Retour du site de streaming (illégal) HDS: quel risque pour l'internaute?

Bonne nouvelle pour tous les pirates d’internet qui pourront à nouveau naviguer dans les eaux troubles du monde du streaming. HDS avait fermé ses portes en novembre l’année passée et a fait son come-back. Le vaste catalogue de séries, films et animés est à nouveau disponible.

Le site était le deuxième sujet le plus recherché en 2018, juste après la Coupe du monde, mais a chuté en popularité après sa fermeture.

Le site avait été remplacé par plusieurs fac-similés qui n’étaient pas aussi riche en contenu. "HDS.su est notre unique nouveau nom de domaine officiel, tous les autres sites ne sont qu’une piètre fausse copie", peut-on lire sur sa page d’accueil.

Bon, c’est illégal ou pas ?

En tant que tel, le streaming n’est évidemment pas illégal. Vous ne commettez pas d’infraction en regardant une vidéo sur Youtube ou Netflix. Cependant, à partir du moment où le contenu est distribué illégalement, sans l’accord de l’auteur, c’est une autre histoire. "Consommer des contenus illégaux revient à participer à l’infraction, donc d’être dans l’illégalité aussi", explique Alexandre Pintiaux, avocat spécialisé en droit de l’art et de la culture. Toutefois, dans la pratique, punir tous ceux qui streament des contenus partagés sans les droits d’auteurs serait "ingérable et irréaliste".

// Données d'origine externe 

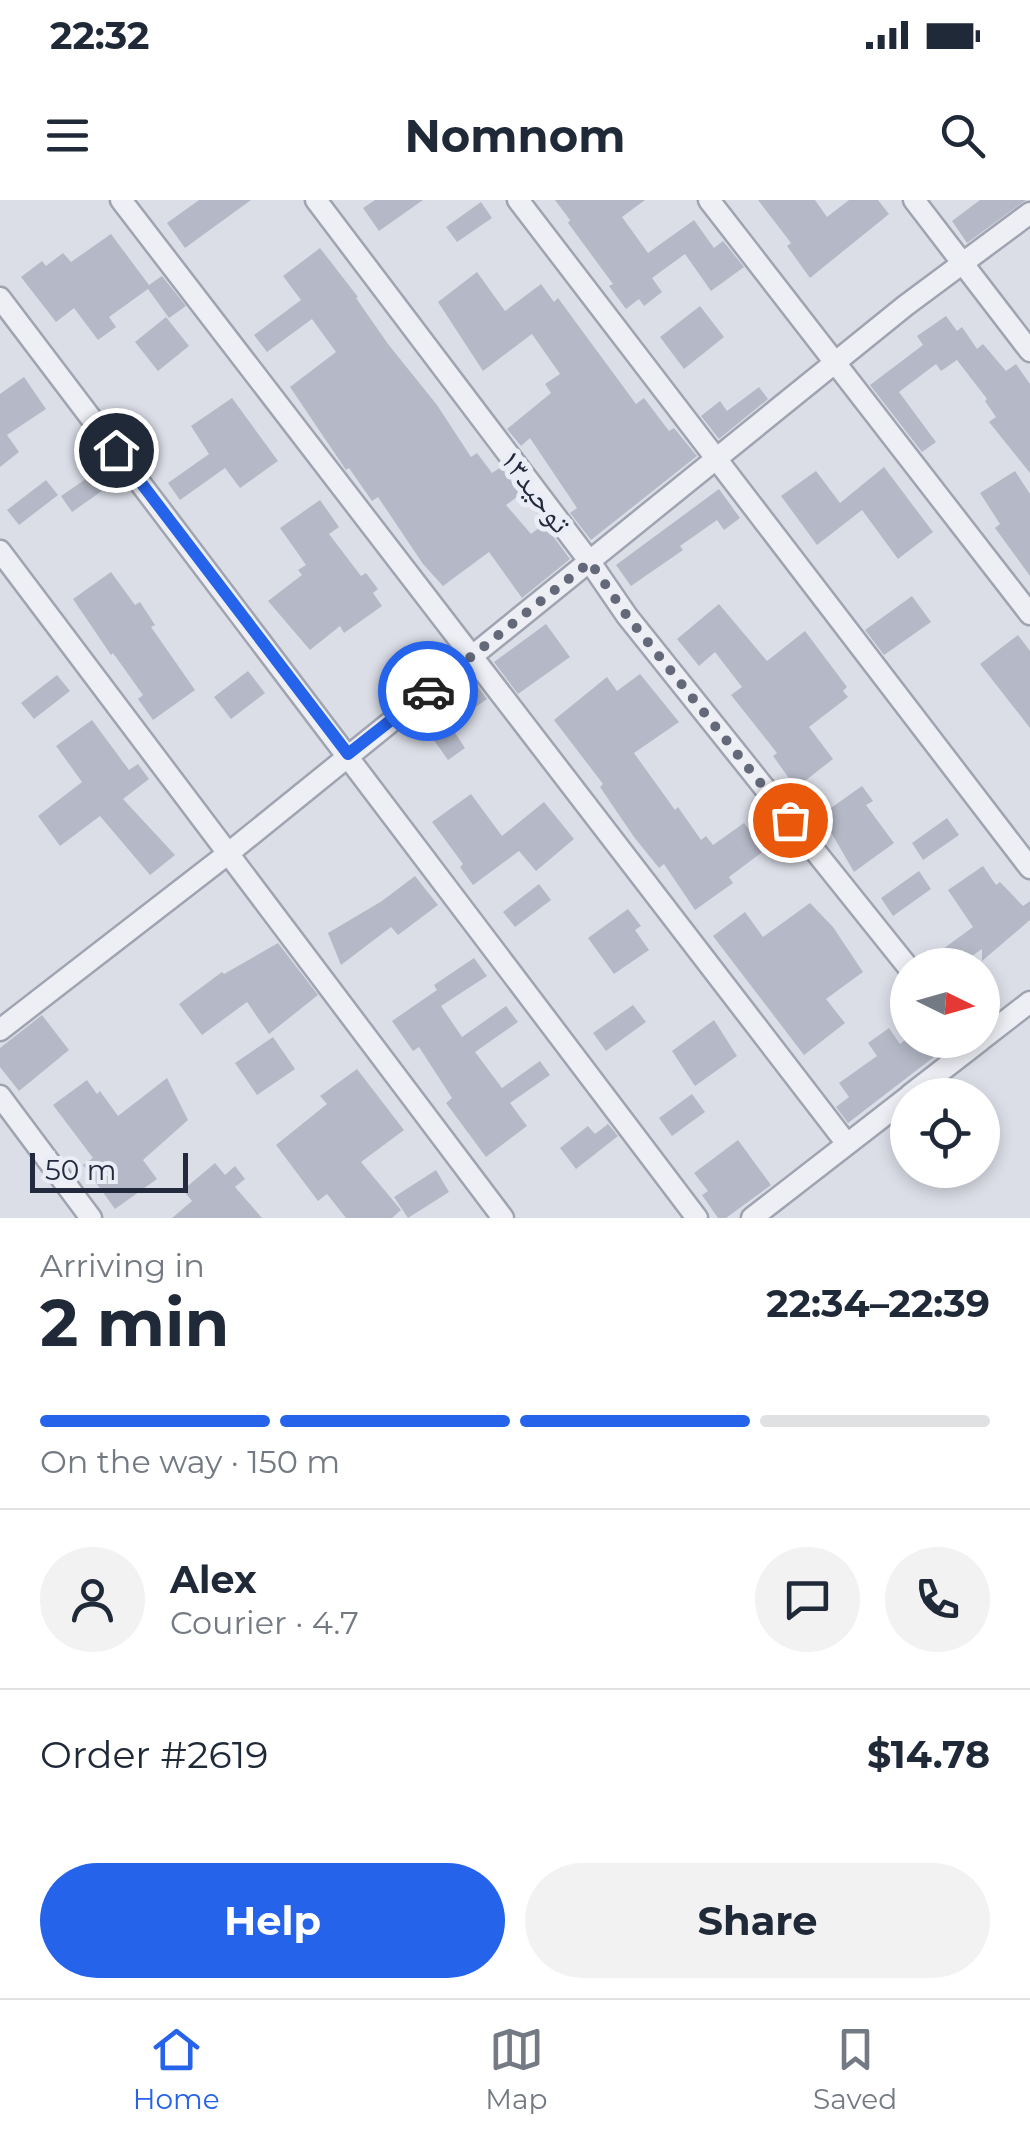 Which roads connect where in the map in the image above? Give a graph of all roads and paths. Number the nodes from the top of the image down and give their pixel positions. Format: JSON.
{"nodes":[{"id":1,"x":121,"y":200,"type":"edge"},
{"id":2,"x":316,"y":200,"type":"edge"},
{"id":3,"x":518,"y":200,"type":"edge"},
{"id":4,"x":709,"y":200,"type":"edge"},
{"id":5,"x":914,"y":200,"type":"edge"},
{"id":6,"x":1030,"y":212,"type":"edge"},
{"id":7,"x":962,"y":262,"type":"junction"},
{"id":8,"x":0,"y":298,"type":"edge"},
{"id":9,"x":1030,"y":351,"type":"edge"},
{"id":10,"x":832,"y":363,"type":"junction"},
{"id":11,"x":718,"y":460,"type":"junction"},
{"id":12,"x":0,"y":551,"type":"edge"},
{"id":13,"x":590,"y":562,"type":"junction"},
{"id":14,"x":1030,"y":614,"type":"edge"},
{"id":15,"x":472,"y":657,"type":"junction"},
{"id":16,"x":348,"y":754,"type":"junction"},
{"id":17,"x":230,"y":852,"type":"junction"},
{"id":18,"x":1030,"y":868,"type":"edge"},
{"id":19,"x":893,"y":948,"type":"edge"},
{"id":20,"x":1030,"y":1002,"type":"edge"},
{"id":21,"x":1000,"y":1024,"type":"edge"},
{"id":22,"x":0,"y":1030,"type":"edge"},
{"id":23,"x":955,"y":1058,"type":"edge"},
{"id":24,"x":931,"y":1078,"type":"edge"},
{"id":25,"x":0,"y":1096,"type":"edge"},
{"id":26,"x":890,"y":1111,"type":"edge"},
{"id":27,"x":847,"y":1144,"type":"junction"},
{"id":28,"x":91,"y":1218,"type":"edge"},
{"id":29,"x":503,"y":1218,"type":"edge"},
{"id":30,"x":697,"y":1218,"type":"edge"},
{"id":31,"x":752,"y":1218,"type":"edge"}],
"edges":[{"from":1,"to":15,"type":"street"},
{"from":2,"to":13,"type":"street","name":"توحید۱۳"},
{"from":3,"to":11,"type":"street"},
{"from":4,"to":10,"type":"street"},
{"from":5,"to":7,"type":"street"},
{"from":6,"to":7,"type":"street"},
{"from":7,"to":9,"type":"street"},
{"from":7,"to":10,"type":"street"},
{"from":8,"to":16,"type":"street"},
{"from":10,"to":11,"type":"street"},
{"from":10,"to":14,"type":"street"},
{"from":11,"to":13,"type":"street"},
{"from":11,"to":18,"type":"street"},
{"from":12,"to":17,"type":"street"},
{"from":13,"to":15,"type":"street"},
{"from":13,"to":19,"type":"street","name":"توحید۱۳"},
{"from":15,"to":16,"type":"street"},
{"from":15,"to":27,"type":"street"},
{"from":16,"to":17,"type":"street"},
{"from":16,"to":30,"type":"street"},
{"from":17,"to":22,"type":"street"},
{"from":17,"to":29,"type":"street"},
{"from":20,"to":21,"type":"street"},
{"from":23,"to":24,"type":"street"},
{"from":25,"to":28,"type":"street"},
{"from":26,"to":27,"type":"street"},
{"from":27,"to":31,"type":"street"}]}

C’est pourquoi la plupart des actions légales visent les distributeurs et non les spectateurs. Néanmoins, là aussi, la justice se bat contre des moulins à vent.

Le jeu du chat et de la souris

Ce nouveau HDS relève plus de la réincarnation que de la renaissance.  En effet, il n’utilise plus la même adresse qu’avant, ce qui veut dire que ce n’est pas le même site. Ce détail a une importante implication légale. "A partir du moment où c’est un nouveau site, il faut réintroduire une nouvelle procédure en justice" pour le faire fermer, affirme Alexandre Pintiaux, ce qui donne souvent lieu à un jeu du chat et de la souris. Un jeu qui penche largement en faveur des plateformes de streaming et de téléchargement qui ferment puis réouvrent sous un autre nom.

En l’occurrence, le domaine du site ".su" est un domaine national, celui de la Communauté des Etats indépendants, anciennement appelée Union Soviétique, où les lois qui régissent les droits d’auteur sont plus laxistes.

Faut-il mieux armer la justice ?

Il semble que le cadre légal existant n’est pas assez robuste pour combattre efficacement ces sites. Mais faut-il vraiment mieux armer la justice ? Alexandre Pintiaux n’a pas la réponse à cette question. "Voilà un point qui fait beaucoup débat. Quel est le degré d’accès qu’on peut donner à la culture ?" Peut-on renforcer ce cadre légal sans entrer dans le territoire de la censure ?

Voilà une question à vous poser avant que vous "binge-watchiez" votre série préférée… ou pas.